La ricerca è stata effettuata sfruttando i dati della Human Induced Pluripotent Stem Cells Initiative (HipSci), un consorzio internazionale. Ma come hanno fatto a scoprirlo? Ecco, lo spiega Gray Camp, campo dell’ IOB Human Retina and Organoid Development Group, infatti:
“I protocolli che consentono la trasformazione di linee di cellule staminali pluripotenti in organoidi hanno cambiato il modo in cui è possibile guardare ai processi di sviluppo e decifrare l’interazione tra geni e formazione dei tessuti, in particolare per gli organi in cui il tessuto primario non è disponibile […] Questa metodologia ci consente di studiare da vicino alcuni processi altrimenti inosservabili, non solo per la difficoltà intrinseca del processo, ma anche per ragioni etiche. Usare le cellule staminali pluripotenti per studiare le funzioni del DNA umano arcaico rappresenta una prospettiva inesplorata e assolutamente interessante”.

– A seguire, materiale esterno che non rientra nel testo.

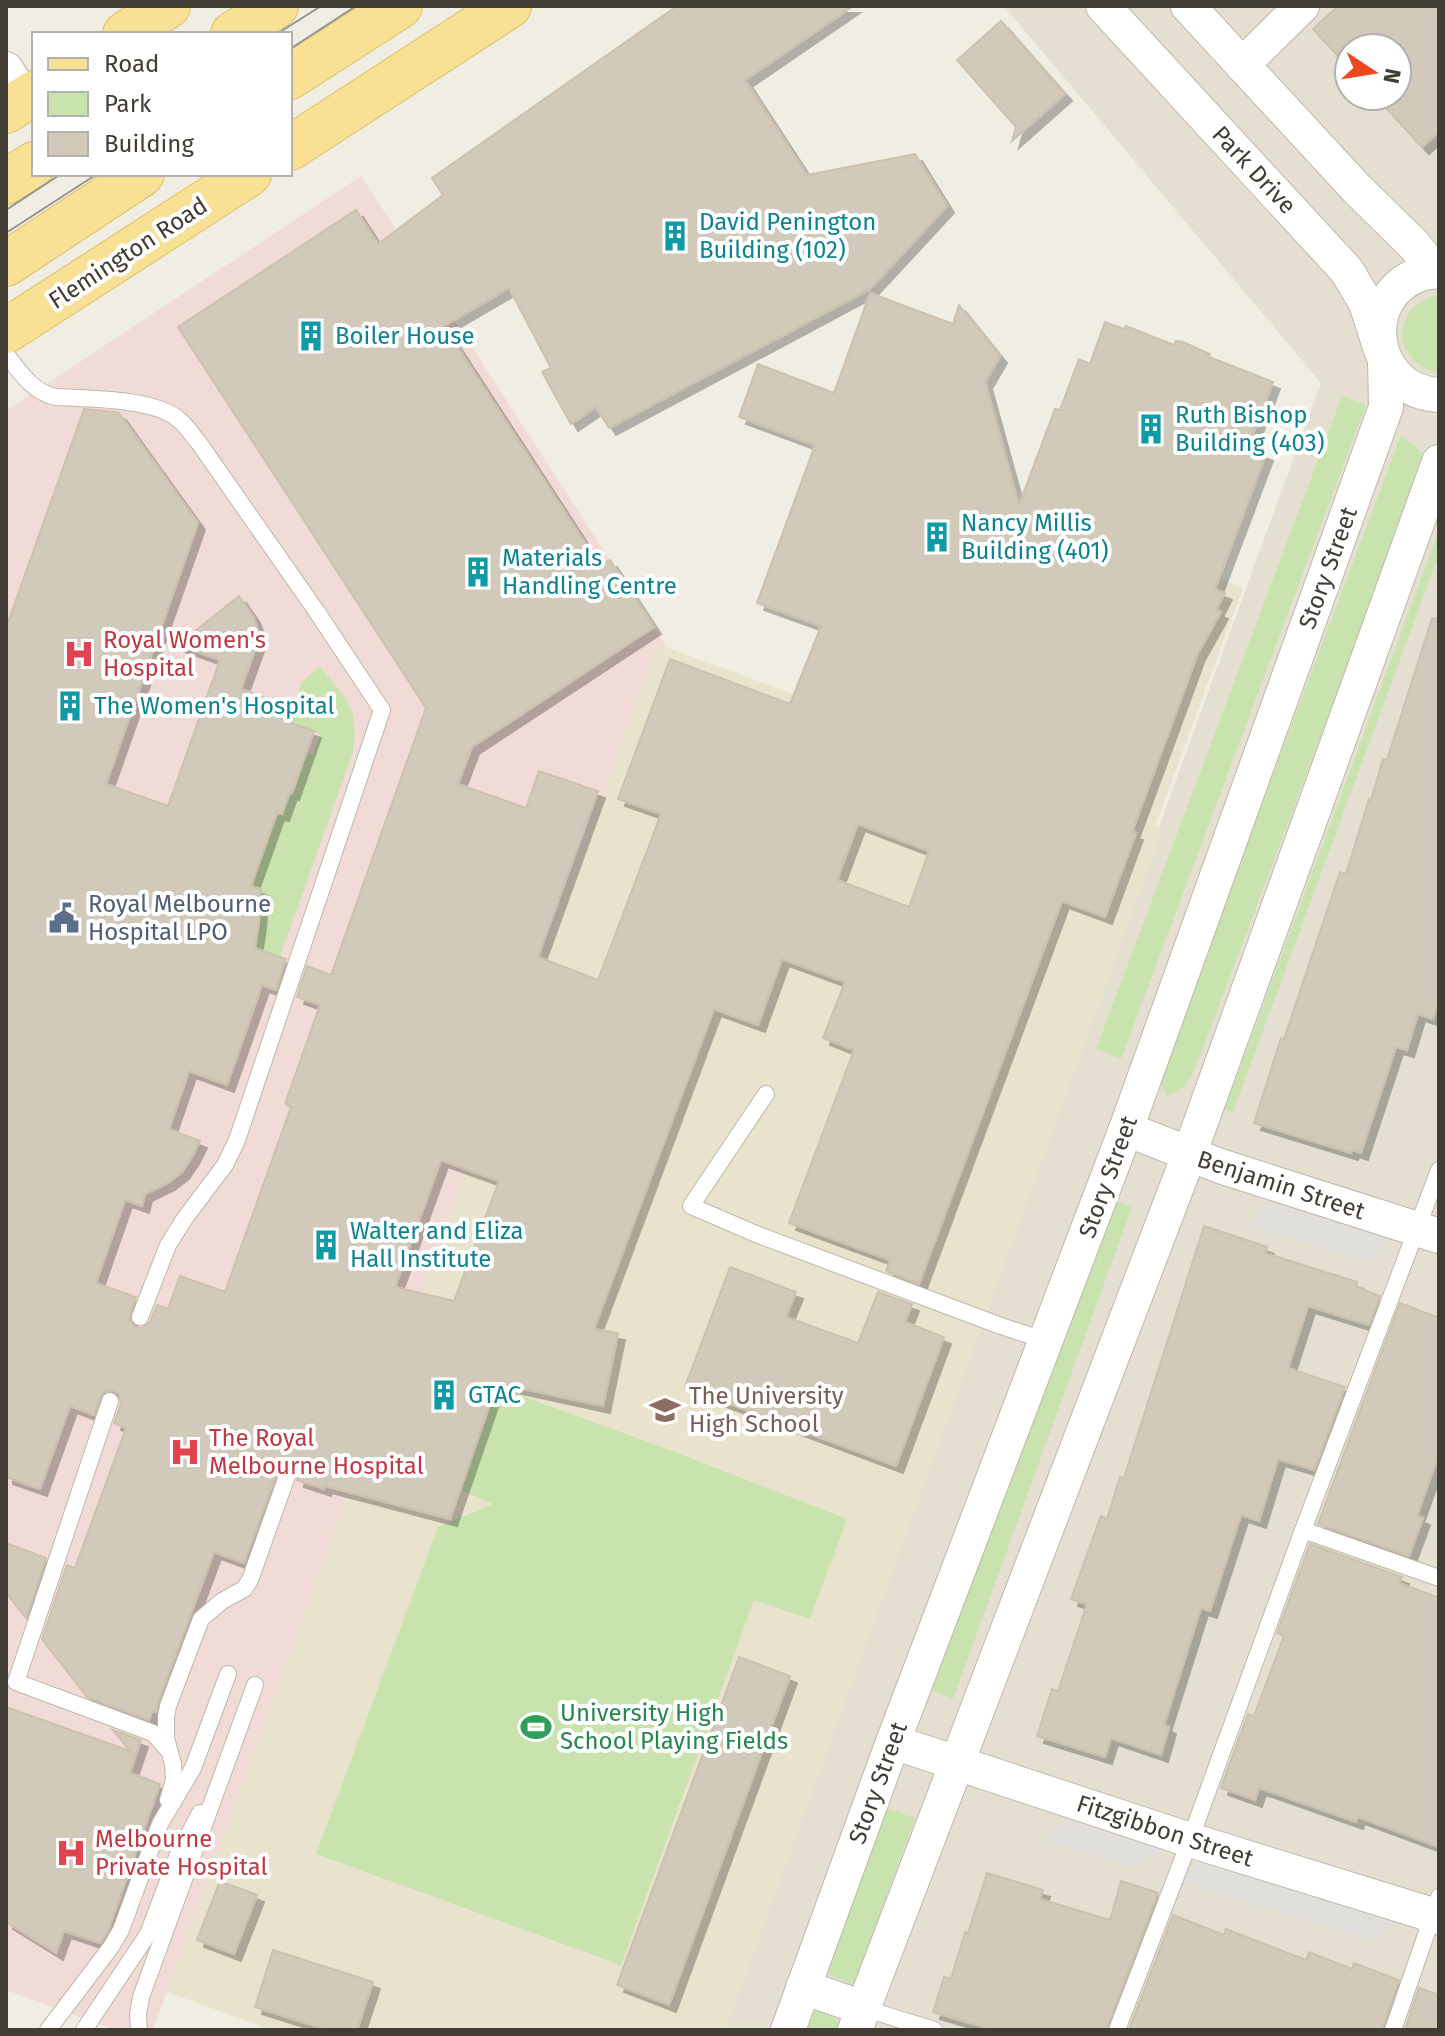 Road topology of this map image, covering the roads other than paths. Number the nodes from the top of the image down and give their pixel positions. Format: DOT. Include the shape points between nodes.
graph roads {
  1 [pos="168,6"];
  2 [pos="276,6"];
  3 [pos="400,6"];
  4 [pos="509,6"];
  5 [pos="1103,6"];
  6 [pos="1188,6"];
  7 [pos="1302,6"];
  8 [pos="128,32"];
  9 [pos="236,32"];
  10 [pos="1242,65"];
  11 [pos="292,76"];
  12 [pos="292,147"];
  13 [pos="32,165"];
  14 [pos="139,176"];
  15 [pos="246,176"];
  16 [pos="6,182"];
  17 [pos="6,264"];
  18 [pos="1437,271"];
  19 [pos="6,331"];
  20 [pos="6,354"];
  21 [pos="1383,355"];
  22 [pos="1439,395"];
  23 [pos="1439,462"];
  24 [pos="766,1094"];
  25 [pos="1126,1129"];
  26 [pos="1189,1155"];
  27 [pos="1439,1170"];
  28 [pos="1428,1232"];
  29 [pos="140,1317"];
  30 [pos="1047,1341"];
  31 [pos="110,1401"];
  32 [pos="287,1476"];
  33 [pos="1303,1530"];
  34 [pos="1439,1578"];
  35 [pos="228,1674"];
  36 [pos="255,1685"];
  37 [pos="893,1742"];
  38 [pos="169,1751"];
  39 [pos="956,1762"];
  40 [pos="226,1766"];
  41 [pos="160,1824"];
  42 [pos="1190,1840"];
  43 [pos="1437,1909"];
  44 [pos="803,1987"];
  45 [pos="859,2019"];
  46 [pos="48,2030"];
  47 [pos="84,2030"];
  48 [pos="139,2030"];
  49 [pos="788,2030"];
  50 [pos="934,2030"];
  51 [pos="1117,2030"];
  52 [pos="1393,2030"];
  1 -- 8 [label="main road"];
  2 -- 9 [label="main road"];
  3 -- 11 [label="main road"];
  4 -- 12 [label="main road"];
  5 -- 21 [label="street, Park Drive" via="1347,271 1366,303"];
  6 -- 10 [label="street"];
  7 -- 10 [label="street"];
  10 -- 18 [label="street"];
  13 -- 16 [label="main road"];
  14 -- 17 [label="main road"];
  15 -- 19 [label="main road, Flemington Road"];
  18 -- 21 [label="street" via="1406,282 1386,304 1379,334"];
  20 -- 29 [label="lane" via="42,393 147,404 180,420 382,710 237,1140 168,1245"];
  21 -- 22 [label="street" via="1391,371 1411,388"];
  21 -- 25 [label="street, Story Street" via="1386,407"];
  23 -- 26 [label="street"];
  24 -- 30 [label="lane" via="691,1206"];
  25 -- 26 [label="street, Benjamin Street"];
  25 -- 30 [label="street, Story Street"];
  26 -- 28 [label="street, Benjamin Street"];
  26 -- 39 [label="street"];
  27 -- 28 [label="lane"];
  28 -- 33 [label="lane"];
  30 -- 37 [label="street, Story Street"];
  31 -- 38 [label="lane" via="16,1682 153,1733"];
  32 -- 38 [label="lane" via="250,1580 201,1619 168,1706"];
  33 -- 34 [label="lane"];
  33 -- 42 [label="lane"];
  35 -- 41 [label="lane" via="193,1768"];
  36 -- 40 [label="lane"];
  37 -- 39 [label="street, Fitzgibbon Street"];
  37 -- 44 [label="street, Story Street"];
  38 -- 41 [label="lane" via="174,1780"];
  39 -- 42 [label="street, Fitzgibbon Street"];
  39 -- 45 [label="street"];
  40 -- 47 [label="lane" via="177,1857 148,1934"];
  40 -- 48 [label="lane" via="141,1997"];
  41 -- 46 [label="lane" via="121,1930"];
  42 -- 43 [label="street, Fitzgibbon Street"];
  42 -- 51 [label="lane"];
  43 -- 52 [label="lane"];
  44 -- 45 [label="street"];
  44 -- 49 [label="street, Story Street"];
  45 -- 50 [label="lane"];
}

Una modalità di ricerca che ha permesso di scoprire quello che si riteneva impensabile: circa il 2% dei genomi tutta la popolazione mondiale al di fuori dell’Africa è DNA di Neanderthal. E questo è solo una porta verso delle future ricerche, ricerche che si concentreranno sull’aumentare il numero di “linee genetiche” da tenere in considerazione, analizzando le popolazioni antiche così da capire non solo cosa abbiamo ancora dei nostri antenati, ma anche la loro storia.